Sometimes she would hunt the red deer with Naoise and his brothers, up the lonely glens, up through the clouds to the silent mountain tops, and in the evening, when she was weary, her three loyal worshippers would proudly bear her home upon their bucklers.

So the happy days passed away, and in Erin the angry heart of Conor grew yet more angry when tidings came to him of the happiness of Deirdrê and the Sons of Usna. Rumour came to him that the king of Alba had planned to come against Naoise, to slay him, and to take Deirdrê for his wife, but that ere he could come the Sons of Usna and Deirdrê had sailed yet further north in their galley, and that there, in the land of his mother, Naoise ruled as a king. And not only on Loch Etive, but on Loch Awe and Loch Fyne, Loch Striven, Loch Ard, Loch Long, Loch Lomond and all along the sea-loch coast, the fame of the Sons of Usna spread, and the wonder of the beauty of Deirdrê, fairest of women.

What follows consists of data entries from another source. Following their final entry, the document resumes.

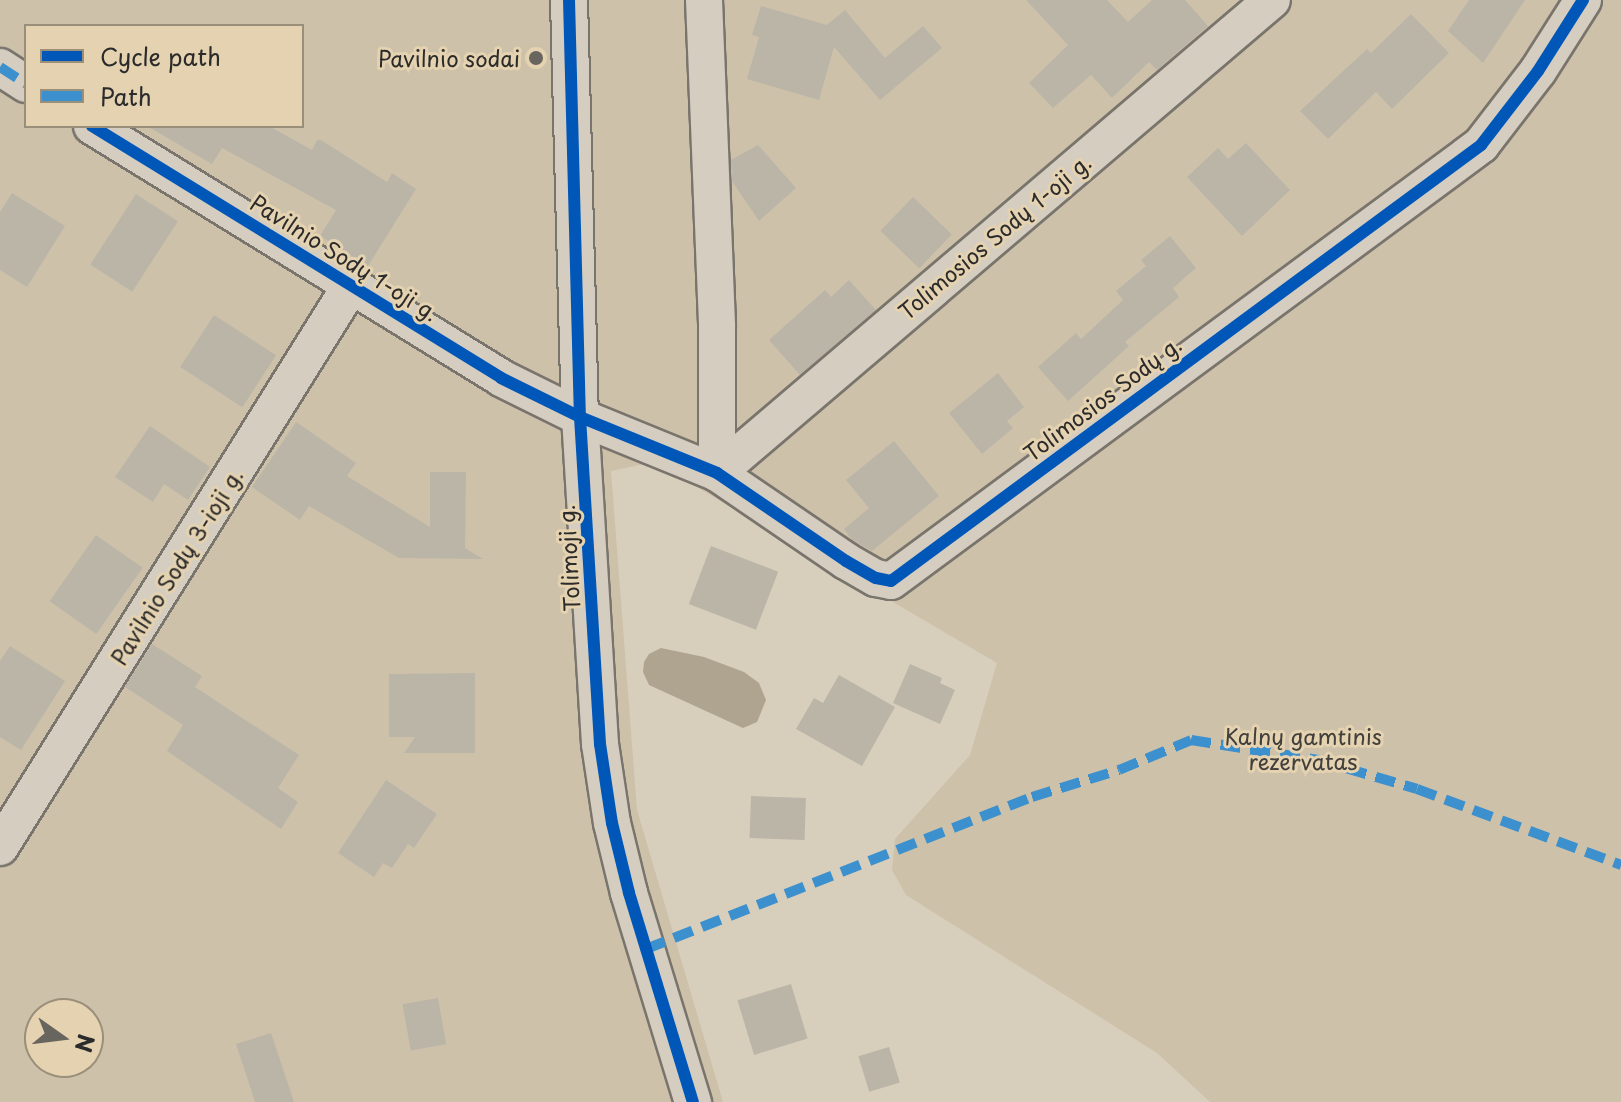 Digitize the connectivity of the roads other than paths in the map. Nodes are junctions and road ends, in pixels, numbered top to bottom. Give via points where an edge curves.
1 (569, 0) edge
2 (1272, 0) edge
3 (1583, 0) edge
4 (708, 3) edge
5 (0, 67) edge
6 (24, 83) edge
7 (95, 128) edge
8 (352, 284) junction
9 (580, 417) junction
10 (717, 473) junction
11 (0, 847) edge
12 (693, 1102) edge

1 - 9 street, Tolimoji g.
2 - 10 street, Tolimosios Sodų 1-oji g.
3 - 10 street, Tolimosios Sodų g. via 1538,71 1481,145 891,581 846,561
4 - 10 street
5 - 6 street
7 - 8 street, Pavilnio Sodų 1-oji g.
8 - 9 street, Pavilnio Sodų 1-oji g. via 501,378
8 - 11 street, Pavilnio Sodų 3-ioji g.
9 - 10 street, Tolimosios Sodų g.
9 - 12 street, Tolimoji g. via 597,699 612,823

And ever the hatred of Conor grew, until one day there came into his mind a plan of evil by which his burning thirst for revenge might be handsomely assuaged.

He made, therefore, a great feast, at which all the heroes of the Red Branch were present. When he had done them every honour, he asked them if they were content. As one man: "Well content indeed!" answered they.

"And that is what I am not," said the king. Then with the guile of fair words he told them that to him it was great sorrow that the three heroes, with whose deeds the Western Isles and the whole of the north and west of Alba were ringing, should not be numbered amongst his friends, sit at his board in peace and amity, and fight for the Ultonians like all the other heroes of the Red Branch.

"They took from me the one who would have been my wife," he said, "yet even that I can forgive, and if they would return to Erin, glad would my welcome be."